O Supremo Tribunal Federal (STF) está por julgar tema da maior importância para os direitos indígenas. Trata-se do Recurso Extraordinário (RE) 1.017.365, no qual se discute o Tema 1031, que tem por objeto a definição do estatuto jurídico-constitucional das relações de posse das áreas de tradicional ocupação indígena à luz das regras dispostas no art. 231 do texto constitucional brasileiro. O julgamento está pautado para hoje, 30 de junho.

Os povos indígenas e seus aliados defendem a integridade dos direitos originários, que são aferidos por vetores antropológicos. Seus adversários, capitaneados pelos ruralistas e alguns governos estaduais, atacam com a tese do marco temporal, que restringe a aferição da ocupação indígena ao marco de 05 de outubro de 1988, data da promulgação da CF/88. O julgamento é decisivo para o rumo da matéria indígena nas próximas décadas, num contexto de sistemática violação dos direitos fundamentais desses povos, em que a paralisação das demarcações se soma à grave deterioração da fiscalização ambiental e das normas de proteção dos recursos naturais, e ao avanço concreto, predatório e violento de garimpeiros, madeireiros e grileiros sobre as terras indígenas.

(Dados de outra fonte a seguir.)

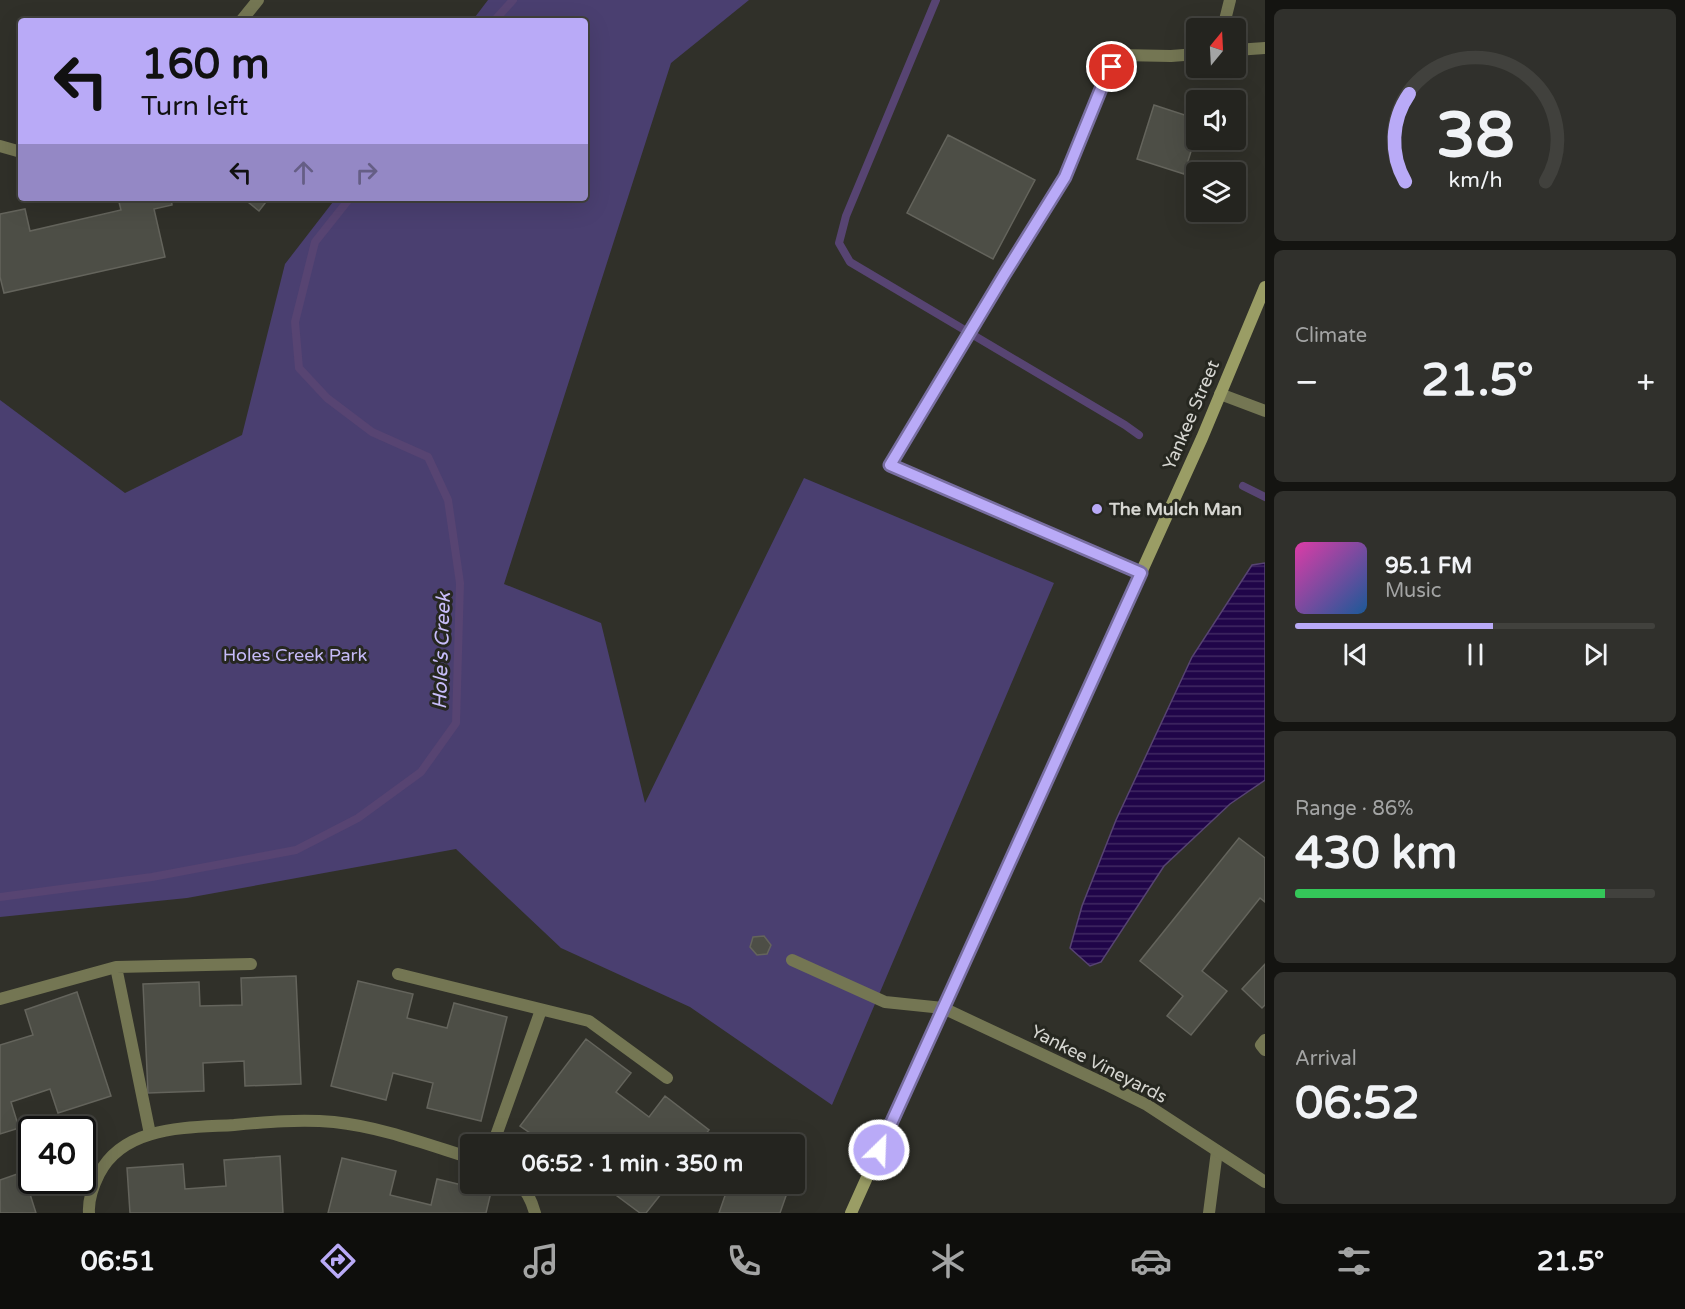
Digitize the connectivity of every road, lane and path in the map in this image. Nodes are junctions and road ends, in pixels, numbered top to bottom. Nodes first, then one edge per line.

O julgamento se dá também em contexto de escalada de perseguição[1] contra indígenas e indigenistas. Com a maioria dos postos de gestão da Funai confiada a pessoas de fora do quadro, sem nenhuma experiência com a questão indígena, vem sendo imposta uma política que parece considerar o servidor público como inimigo da sua própria instituição. Processos administrativos disciplinares (PADs) de caráter meramente persecutório são instaurados e relatos e denúncias sobre assédio e perseguição se multiplicam.

Com atos praticados pela gestão da Funai e pelo governo federal, com o intuito de abrir as Terras Indígenas ao agronegócio, à mineração e grandes empreendimentos, além de favorecer a grilagem de terras e dilapidação do patrimônio da União, há elementos concretos para indicar que a Funai talvez seja um dos maiores exemplos de assédio institucional, com o desvio de sua missão de proteção aos direitos indígenas.

Violência contra os povos indígenas

A Indigenistas Associados (INA), associação de servidores da Fundação Nacional do Índio (Funai), é amicus curiae no leading case. Reunindo estudos de casos concretos e diversos exemplos etnográficos, a INA sustenta que a tese do marco temporal é um critério fictício e artificial, incapaz de abranger toda a complexidade da matéria. O meticuloso estudo da INA demonstrou a exigência de uma hermenêutica sofisticada que seja capaz de passar pelo escrutínio de casos singularmente considerados.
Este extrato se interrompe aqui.